**ACTION ITEM**
In the listing below, count the lines containing the string "mouth" and state only the number.

○ ○ ○ ○ ○ ○ ○

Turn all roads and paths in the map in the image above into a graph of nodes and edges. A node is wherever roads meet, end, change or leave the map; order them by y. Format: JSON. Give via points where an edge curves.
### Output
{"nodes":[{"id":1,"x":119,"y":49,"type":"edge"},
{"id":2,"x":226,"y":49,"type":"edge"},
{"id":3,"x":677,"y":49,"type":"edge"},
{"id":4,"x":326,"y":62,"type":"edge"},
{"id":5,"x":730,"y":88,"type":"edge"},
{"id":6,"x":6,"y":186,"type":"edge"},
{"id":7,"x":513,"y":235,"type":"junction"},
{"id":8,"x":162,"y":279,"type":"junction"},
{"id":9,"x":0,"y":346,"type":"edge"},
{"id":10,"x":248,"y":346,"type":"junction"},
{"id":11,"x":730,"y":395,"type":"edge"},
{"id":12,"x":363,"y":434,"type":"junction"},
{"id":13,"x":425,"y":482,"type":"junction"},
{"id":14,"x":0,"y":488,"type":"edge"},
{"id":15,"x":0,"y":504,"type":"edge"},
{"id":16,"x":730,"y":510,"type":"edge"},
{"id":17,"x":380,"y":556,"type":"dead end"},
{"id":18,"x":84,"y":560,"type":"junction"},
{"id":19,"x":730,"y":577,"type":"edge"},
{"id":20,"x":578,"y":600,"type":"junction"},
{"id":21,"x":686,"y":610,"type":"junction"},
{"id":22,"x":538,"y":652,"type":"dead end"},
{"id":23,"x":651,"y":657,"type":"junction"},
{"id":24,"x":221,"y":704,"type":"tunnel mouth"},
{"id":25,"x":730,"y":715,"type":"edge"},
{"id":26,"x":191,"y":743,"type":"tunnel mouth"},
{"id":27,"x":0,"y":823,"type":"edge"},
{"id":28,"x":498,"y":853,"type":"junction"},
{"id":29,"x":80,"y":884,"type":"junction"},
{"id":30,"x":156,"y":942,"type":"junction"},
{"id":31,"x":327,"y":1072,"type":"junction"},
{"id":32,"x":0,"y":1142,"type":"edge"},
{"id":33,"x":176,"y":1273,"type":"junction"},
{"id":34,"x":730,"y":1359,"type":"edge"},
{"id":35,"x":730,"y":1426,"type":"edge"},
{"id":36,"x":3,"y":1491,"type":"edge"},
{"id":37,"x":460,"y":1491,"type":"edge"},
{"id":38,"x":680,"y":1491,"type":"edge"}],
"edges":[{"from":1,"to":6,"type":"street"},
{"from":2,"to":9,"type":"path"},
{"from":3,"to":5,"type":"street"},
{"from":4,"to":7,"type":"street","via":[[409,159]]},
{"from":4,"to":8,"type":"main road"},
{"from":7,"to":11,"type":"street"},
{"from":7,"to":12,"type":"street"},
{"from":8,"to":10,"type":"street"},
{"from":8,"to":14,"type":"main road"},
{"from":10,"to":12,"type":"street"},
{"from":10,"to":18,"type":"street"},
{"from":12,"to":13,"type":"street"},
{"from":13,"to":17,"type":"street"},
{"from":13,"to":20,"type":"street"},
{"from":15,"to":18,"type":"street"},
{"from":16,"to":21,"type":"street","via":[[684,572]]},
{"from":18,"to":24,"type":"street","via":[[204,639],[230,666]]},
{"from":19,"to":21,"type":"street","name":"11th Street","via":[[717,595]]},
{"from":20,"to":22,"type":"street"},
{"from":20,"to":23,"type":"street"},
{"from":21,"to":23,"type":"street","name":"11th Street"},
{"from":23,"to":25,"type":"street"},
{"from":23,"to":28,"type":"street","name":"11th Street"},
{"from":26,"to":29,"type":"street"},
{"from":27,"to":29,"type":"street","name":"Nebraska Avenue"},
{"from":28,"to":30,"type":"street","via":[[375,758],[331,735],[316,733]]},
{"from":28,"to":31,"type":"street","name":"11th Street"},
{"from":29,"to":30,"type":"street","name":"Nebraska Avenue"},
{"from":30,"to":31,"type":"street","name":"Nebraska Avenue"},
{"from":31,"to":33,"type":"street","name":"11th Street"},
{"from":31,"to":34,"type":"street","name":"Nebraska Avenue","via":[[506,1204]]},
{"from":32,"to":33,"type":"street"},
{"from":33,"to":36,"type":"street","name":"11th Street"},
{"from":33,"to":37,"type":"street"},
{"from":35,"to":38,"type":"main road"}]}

○ ○ ○ ○ ○ ○ ○

**EXERCISE RESPONSE**
2